Fresh Unlimited Inc. won’t have to provide contraceptive coverage for its employees under the Obama administration’s healthcare reform law, in what may be the first exemption granted since a June U.S. Supreme Court ruling.
The parent of Freshway Foods on Friday won an appeals court ruling that qualifies it for the same treatment the high court approved in its June 30 Hobby Lobby decision allowing family-run businesses to claim a religious exemption from the requirement to include contraceptives in their health insurance plans.

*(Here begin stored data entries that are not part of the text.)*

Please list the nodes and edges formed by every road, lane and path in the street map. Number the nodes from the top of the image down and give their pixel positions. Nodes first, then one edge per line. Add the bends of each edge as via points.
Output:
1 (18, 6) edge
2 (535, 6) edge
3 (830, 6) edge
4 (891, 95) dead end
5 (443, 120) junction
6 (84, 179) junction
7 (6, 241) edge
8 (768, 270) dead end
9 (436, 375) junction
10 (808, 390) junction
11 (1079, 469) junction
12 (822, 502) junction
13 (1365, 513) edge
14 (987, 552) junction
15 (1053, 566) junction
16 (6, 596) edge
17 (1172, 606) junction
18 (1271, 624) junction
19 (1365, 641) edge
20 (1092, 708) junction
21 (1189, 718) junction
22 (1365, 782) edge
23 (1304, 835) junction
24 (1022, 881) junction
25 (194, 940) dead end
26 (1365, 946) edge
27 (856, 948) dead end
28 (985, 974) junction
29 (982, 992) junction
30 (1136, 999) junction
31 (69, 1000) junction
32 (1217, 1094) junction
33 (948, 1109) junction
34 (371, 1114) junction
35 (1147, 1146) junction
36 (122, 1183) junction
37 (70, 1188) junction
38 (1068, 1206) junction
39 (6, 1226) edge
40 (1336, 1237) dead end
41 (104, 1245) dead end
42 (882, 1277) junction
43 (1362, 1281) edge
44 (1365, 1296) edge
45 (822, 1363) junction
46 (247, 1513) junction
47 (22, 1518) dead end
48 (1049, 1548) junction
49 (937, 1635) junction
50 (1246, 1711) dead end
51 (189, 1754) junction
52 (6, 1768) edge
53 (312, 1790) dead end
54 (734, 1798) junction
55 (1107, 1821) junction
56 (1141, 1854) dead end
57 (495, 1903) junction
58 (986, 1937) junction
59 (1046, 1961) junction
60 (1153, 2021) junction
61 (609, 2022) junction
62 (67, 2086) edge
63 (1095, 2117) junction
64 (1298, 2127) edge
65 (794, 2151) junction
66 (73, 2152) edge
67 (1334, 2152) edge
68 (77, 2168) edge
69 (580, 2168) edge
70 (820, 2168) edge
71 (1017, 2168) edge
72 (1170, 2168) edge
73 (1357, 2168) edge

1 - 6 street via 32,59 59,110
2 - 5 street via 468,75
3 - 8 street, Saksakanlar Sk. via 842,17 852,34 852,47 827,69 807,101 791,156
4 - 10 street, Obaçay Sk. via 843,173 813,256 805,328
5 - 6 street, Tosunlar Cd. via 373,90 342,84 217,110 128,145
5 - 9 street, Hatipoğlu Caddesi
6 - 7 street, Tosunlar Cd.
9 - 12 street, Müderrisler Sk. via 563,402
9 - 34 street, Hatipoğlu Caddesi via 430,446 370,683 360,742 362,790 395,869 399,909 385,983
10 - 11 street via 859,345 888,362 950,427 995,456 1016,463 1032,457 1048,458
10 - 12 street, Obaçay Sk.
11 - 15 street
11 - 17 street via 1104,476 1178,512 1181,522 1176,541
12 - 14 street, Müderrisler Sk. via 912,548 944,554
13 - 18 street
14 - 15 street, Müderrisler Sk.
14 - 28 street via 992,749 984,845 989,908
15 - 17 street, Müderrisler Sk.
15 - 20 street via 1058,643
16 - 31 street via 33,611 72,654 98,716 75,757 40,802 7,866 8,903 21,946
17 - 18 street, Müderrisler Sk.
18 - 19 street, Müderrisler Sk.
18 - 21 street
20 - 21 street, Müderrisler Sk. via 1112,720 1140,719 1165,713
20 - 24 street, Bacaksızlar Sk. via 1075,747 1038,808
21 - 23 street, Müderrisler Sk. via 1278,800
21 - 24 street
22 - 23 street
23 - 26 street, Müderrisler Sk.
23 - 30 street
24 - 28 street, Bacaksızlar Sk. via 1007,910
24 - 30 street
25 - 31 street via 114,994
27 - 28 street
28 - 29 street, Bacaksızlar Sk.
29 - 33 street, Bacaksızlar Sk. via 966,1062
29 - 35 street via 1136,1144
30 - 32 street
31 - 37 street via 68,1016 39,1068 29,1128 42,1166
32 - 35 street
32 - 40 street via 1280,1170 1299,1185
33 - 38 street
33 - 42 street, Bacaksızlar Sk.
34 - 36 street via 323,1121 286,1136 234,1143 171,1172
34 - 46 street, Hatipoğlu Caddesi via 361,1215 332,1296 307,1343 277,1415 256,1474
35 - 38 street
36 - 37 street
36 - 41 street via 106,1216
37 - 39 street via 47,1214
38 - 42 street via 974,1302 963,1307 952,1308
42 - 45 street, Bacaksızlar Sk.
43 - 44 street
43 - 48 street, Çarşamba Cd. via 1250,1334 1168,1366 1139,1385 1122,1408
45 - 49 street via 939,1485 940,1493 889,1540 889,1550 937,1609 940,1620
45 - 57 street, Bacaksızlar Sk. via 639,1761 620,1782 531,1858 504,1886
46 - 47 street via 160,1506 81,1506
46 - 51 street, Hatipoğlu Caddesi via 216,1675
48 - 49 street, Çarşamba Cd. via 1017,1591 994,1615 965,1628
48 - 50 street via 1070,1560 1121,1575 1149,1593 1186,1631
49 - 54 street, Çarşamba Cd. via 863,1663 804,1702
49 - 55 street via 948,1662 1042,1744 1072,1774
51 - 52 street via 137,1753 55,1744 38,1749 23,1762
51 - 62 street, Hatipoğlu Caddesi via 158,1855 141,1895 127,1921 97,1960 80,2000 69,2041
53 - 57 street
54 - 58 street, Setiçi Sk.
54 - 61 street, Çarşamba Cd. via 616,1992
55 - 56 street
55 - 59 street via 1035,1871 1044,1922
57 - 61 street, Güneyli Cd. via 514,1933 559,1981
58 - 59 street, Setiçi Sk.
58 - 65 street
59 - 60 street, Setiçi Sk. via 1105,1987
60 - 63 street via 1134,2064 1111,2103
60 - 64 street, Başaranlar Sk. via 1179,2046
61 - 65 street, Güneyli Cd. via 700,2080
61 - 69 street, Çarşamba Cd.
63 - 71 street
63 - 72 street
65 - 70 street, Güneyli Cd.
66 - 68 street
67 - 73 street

The suit by Francis and Philip Gilardi, who own Sidney, Ohio-based Freshway, is one of about 50 filed by for-profit businesses over religious objections to the Patient Protection and Affordable Care Act of 2010’s birth-control coverage mandate. The Gilardis are Roman Catholic and said that complying with the U.S. Department of Health and Human Services mandate would require them to violate deeply held religious beliefs.
U.S. District Judge Emmet Sullivan in Washington in March 2013 ruled against the Gilardis, saying that he couldn’t allow a corporation to assert the religious beliefs of individuals. The U.S. Court of Appeals reversed part of Sullivan’s decision, and the ruling was put on hold pending the Supreme Court’s resolution of the Hobby Lobby case.
In addition to carving a hole in the law, the Hobby Lobby ruling marked an expansion of corporate rights, allowing companies, like people, to claim religious freedom under federal law.
“To my knowledge, the D.C. Circuit is the first court of appeals to apply Hobby Lobby in a remanded HHS mandate case,” said Adele Keim, an attorney with the Becket Fund for Religious Liberty, a Washington-based, nonprofit religion advocacy group which represented Hobby Lobby in its legal challenge.
Today’s order sends the Freshway case back to Sullivan with instructions to issue an order granting an exemption and to consider whether to extend it to the Gilardis.
The case is Gilardi v. HHS, 13-cv-00104, U.S. District Court, District of Columbia (Washington).